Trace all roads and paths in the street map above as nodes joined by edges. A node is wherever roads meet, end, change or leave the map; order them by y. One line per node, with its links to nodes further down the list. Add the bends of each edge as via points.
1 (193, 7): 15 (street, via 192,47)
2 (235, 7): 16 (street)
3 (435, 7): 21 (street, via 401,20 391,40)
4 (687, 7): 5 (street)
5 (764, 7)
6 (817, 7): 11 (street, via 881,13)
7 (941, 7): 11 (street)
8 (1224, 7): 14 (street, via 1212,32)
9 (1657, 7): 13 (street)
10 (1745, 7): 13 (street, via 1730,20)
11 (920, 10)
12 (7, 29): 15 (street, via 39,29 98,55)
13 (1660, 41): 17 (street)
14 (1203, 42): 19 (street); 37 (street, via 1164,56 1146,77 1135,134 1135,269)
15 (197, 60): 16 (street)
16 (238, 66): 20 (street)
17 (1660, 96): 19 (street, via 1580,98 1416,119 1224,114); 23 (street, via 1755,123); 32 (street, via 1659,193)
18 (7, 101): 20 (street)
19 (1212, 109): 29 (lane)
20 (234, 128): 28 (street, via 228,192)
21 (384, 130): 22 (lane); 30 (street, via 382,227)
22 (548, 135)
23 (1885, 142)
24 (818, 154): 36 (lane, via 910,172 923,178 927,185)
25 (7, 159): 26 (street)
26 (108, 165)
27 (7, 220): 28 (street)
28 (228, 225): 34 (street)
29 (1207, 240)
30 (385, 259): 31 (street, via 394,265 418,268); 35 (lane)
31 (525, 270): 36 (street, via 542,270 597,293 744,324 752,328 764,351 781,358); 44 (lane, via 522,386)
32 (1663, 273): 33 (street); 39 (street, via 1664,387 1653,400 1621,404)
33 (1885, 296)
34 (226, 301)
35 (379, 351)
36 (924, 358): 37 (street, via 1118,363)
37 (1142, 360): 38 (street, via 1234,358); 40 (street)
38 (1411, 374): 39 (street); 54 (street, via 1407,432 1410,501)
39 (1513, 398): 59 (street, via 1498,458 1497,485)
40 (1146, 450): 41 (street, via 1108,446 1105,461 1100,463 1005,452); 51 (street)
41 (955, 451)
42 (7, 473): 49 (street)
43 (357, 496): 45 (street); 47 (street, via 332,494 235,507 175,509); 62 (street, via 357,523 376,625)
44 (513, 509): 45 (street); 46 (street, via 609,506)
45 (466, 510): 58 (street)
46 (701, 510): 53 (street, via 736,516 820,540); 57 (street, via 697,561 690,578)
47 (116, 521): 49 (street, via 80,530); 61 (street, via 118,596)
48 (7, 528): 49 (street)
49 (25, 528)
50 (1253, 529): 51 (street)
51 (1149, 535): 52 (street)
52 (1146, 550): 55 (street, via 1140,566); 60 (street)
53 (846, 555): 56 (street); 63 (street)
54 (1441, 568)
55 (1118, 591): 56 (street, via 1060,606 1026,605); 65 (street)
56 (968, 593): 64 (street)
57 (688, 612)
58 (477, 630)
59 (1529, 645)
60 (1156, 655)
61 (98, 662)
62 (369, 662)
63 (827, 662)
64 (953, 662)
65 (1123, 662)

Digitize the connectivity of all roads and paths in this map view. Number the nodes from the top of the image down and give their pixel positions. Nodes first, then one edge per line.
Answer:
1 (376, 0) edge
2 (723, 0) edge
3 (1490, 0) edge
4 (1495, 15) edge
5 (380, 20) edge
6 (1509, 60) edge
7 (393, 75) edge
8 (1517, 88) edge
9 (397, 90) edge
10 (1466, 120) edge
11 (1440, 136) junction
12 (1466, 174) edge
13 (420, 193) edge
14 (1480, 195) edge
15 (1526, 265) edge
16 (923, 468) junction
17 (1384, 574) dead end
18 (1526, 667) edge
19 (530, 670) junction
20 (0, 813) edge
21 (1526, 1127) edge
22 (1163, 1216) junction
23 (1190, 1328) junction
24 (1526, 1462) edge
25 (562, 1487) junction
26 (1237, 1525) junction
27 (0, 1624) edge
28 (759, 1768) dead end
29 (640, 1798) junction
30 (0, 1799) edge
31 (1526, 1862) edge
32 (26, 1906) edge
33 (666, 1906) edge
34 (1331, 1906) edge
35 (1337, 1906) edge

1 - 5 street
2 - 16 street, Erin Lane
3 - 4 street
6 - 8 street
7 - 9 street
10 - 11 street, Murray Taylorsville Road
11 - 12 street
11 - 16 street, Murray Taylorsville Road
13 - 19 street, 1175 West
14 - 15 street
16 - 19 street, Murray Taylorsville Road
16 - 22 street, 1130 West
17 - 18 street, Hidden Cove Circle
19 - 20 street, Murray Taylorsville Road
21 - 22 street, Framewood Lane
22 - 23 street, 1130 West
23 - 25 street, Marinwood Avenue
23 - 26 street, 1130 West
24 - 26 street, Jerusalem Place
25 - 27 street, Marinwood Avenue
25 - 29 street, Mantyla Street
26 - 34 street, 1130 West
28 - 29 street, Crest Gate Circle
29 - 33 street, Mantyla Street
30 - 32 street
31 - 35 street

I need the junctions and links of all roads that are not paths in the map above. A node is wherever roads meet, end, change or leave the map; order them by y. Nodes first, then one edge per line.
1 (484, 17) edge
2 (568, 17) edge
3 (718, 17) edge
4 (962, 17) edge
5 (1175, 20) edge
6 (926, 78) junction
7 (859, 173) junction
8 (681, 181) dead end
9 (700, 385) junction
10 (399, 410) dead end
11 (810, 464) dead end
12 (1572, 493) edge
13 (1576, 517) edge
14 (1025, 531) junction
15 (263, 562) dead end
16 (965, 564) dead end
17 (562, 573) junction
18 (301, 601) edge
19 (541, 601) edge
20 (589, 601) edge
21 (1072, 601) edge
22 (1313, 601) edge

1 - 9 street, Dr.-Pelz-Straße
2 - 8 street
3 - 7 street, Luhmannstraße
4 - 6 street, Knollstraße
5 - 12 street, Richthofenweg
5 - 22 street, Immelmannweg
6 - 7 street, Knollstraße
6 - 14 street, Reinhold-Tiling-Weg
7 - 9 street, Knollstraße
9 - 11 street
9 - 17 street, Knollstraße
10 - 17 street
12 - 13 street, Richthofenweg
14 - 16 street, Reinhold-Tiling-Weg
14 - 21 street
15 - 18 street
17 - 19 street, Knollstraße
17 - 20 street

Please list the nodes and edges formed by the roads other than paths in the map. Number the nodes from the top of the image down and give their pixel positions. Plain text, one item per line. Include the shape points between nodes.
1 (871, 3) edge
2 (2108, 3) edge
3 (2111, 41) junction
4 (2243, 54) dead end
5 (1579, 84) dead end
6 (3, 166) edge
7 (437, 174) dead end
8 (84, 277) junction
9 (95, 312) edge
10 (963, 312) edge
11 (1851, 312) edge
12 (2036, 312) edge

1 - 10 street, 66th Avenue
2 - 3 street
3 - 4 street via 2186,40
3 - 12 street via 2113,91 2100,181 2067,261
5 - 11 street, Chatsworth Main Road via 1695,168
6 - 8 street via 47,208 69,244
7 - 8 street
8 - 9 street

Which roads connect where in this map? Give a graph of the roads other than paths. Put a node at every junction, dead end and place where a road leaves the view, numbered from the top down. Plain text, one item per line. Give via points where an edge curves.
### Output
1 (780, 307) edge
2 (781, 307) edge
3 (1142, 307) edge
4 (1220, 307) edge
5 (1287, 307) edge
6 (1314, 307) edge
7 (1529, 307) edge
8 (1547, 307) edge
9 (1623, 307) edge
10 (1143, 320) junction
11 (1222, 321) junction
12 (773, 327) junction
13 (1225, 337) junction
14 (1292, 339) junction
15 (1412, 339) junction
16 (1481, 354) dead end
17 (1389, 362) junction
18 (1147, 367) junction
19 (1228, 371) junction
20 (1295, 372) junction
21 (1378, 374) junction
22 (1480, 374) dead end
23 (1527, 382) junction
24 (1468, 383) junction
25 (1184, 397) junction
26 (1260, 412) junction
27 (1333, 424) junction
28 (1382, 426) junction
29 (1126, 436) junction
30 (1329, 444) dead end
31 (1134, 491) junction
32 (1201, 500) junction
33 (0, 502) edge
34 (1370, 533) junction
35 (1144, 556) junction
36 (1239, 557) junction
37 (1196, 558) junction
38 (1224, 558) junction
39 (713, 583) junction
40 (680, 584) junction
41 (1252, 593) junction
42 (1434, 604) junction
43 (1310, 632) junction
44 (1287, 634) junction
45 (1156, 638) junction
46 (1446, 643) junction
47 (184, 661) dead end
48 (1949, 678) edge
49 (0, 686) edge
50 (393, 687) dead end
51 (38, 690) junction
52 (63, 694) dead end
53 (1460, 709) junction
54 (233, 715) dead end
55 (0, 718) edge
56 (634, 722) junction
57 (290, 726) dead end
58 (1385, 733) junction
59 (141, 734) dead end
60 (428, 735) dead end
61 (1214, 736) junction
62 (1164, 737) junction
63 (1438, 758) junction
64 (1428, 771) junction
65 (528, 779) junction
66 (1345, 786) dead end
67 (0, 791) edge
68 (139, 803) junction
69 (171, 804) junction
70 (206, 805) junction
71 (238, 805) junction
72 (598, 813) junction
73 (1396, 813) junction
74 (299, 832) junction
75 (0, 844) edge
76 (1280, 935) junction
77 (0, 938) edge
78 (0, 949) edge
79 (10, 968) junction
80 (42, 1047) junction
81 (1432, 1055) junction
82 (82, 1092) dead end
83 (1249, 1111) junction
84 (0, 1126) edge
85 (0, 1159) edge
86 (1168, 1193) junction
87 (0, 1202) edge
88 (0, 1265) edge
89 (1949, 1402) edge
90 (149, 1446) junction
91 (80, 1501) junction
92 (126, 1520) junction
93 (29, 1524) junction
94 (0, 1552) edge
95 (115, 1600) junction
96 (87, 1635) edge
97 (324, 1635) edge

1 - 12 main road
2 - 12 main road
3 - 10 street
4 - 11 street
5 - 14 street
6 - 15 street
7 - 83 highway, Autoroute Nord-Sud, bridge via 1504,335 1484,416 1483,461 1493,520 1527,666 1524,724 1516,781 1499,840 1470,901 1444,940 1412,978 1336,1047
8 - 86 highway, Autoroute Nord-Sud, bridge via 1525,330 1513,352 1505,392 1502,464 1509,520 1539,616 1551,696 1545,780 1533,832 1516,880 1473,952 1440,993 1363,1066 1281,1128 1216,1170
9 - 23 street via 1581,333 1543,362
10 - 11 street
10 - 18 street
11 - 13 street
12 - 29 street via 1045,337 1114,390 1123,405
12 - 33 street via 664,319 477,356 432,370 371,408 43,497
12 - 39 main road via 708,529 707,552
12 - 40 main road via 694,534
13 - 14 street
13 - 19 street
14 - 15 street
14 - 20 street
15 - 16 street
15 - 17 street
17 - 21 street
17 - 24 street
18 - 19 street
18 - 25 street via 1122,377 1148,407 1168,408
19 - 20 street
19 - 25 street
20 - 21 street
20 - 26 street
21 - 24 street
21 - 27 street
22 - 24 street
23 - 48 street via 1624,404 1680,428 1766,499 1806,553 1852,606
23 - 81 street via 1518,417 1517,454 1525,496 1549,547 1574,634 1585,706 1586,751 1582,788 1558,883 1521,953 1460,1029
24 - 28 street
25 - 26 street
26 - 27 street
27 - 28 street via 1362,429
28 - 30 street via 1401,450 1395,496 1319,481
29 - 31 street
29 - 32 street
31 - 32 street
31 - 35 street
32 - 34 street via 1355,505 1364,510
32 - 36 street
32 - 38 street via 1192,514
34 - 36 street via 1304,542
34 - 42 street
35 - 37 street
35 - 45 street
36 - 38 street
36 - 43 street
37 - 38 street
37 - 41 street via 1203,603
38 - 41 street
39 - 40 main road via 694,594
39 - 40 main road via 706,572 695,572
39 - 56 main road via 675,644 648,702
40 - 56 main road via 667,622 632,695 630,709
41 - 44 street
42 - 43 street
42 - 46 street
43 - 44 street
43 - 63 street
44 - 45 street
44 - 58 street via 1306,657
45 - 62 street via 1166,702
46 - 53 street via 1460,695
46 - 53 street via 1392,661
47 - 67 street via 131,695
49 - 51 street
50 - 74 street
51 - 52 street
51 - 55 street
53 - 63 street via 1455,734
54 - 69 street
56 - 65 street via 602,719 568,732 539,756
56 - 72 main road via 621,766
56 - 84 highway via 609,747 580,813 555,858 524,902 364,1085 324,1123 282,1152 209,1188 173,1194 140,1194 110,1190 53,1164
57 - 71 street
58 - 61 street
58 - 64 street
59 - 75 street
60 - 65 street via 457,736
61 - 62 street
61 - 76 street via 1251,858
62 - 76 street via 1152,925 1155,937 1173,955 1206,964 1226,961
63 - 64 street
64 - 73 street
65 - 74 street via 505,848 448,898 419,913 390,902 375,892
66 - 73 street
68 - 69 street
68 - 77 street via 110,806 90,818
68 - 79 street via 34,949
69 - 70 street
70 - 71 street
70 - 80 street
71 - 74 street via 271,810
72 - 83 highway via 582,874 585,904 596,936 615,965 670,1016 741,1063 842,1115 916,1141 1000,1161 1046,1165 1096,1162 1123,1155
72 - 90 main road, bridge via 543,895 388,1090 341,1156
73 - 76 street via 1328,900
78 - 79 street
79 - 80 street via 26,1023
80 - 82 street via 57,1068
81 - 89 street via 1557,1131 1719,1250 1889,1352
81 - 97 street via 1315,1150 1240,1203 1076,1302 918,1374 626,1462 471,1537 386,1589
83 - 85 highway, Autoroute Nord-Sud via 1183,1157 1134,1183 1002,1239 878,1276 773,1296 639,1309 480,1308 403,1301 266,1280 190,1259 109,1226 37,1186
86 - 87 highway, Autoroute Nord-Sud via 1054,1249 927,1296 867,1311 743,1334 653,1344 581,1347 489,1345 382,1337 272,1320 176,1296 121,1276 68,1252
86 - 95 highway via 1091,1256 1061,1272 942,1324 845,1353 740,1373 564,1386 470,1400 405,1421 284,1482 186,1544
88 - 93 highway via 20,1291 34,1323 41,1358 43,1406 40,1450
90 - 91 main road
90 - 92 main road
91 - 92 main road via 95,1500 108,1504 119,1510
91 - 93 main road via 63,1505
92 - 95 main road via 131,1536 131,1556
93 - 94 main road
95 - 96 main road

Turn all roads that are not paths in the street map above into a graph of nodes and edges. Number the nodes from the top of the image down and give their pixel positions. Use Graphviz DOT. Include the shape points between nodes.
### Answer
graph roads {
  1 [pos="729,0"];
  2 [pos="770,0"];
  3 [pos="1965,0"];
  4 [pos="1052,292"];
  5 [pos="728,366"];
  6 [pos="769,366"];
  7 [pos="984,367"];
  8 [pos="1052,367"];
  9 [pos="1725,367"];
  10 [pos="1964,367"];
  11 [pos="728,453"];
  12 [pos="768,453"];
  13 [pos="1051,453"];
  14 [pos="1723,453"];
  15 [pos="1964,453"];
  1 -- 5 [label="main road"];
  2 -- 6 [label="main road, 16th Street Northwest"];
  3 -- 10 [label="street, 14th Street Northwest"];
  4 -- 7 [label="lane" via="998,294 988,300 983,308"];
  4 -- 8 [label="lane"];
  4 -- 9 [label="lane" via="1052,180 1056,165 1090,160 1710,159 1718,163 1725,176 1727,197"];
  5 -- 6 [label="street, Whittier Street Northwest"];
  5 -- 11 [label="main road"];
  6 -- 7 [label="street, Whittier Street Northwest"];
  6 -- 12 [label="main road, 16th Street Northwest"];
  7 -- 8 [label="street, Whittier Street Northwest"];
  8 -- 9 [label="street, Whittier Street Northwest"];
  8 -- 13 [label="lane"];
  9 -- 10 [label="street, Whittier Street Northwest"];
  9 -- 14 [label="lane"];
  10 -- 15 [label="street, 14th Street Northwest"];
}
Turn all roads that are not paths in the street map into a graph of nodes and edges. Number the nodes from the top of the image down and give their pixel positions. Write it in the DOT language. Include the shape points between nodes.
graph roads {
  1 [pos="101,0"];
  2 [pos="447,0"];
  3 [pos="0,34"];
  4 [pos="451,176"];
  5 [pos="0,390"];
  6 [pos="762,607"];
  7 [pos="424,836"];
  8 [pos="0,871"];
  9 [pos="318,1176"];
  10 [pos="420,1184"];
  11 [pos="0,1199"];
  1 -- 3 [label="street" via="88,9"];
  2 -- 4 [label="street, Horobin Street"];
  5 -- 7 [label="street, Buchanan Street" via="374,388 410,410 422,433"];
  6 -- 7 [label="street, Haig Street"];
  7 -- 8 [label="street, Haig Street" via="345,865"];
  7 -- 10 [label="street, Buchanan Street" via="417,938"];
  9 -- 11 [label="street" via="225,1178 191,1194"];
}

_ _ _

• **Exercise**
In the records above, which lines hold the string "Haig"? Copy each one.

• **Result of this task**
  6 -- 7 [label="street, Haig Street"];
  7 -- 8 [label="street, Haig Street" via="345,865"];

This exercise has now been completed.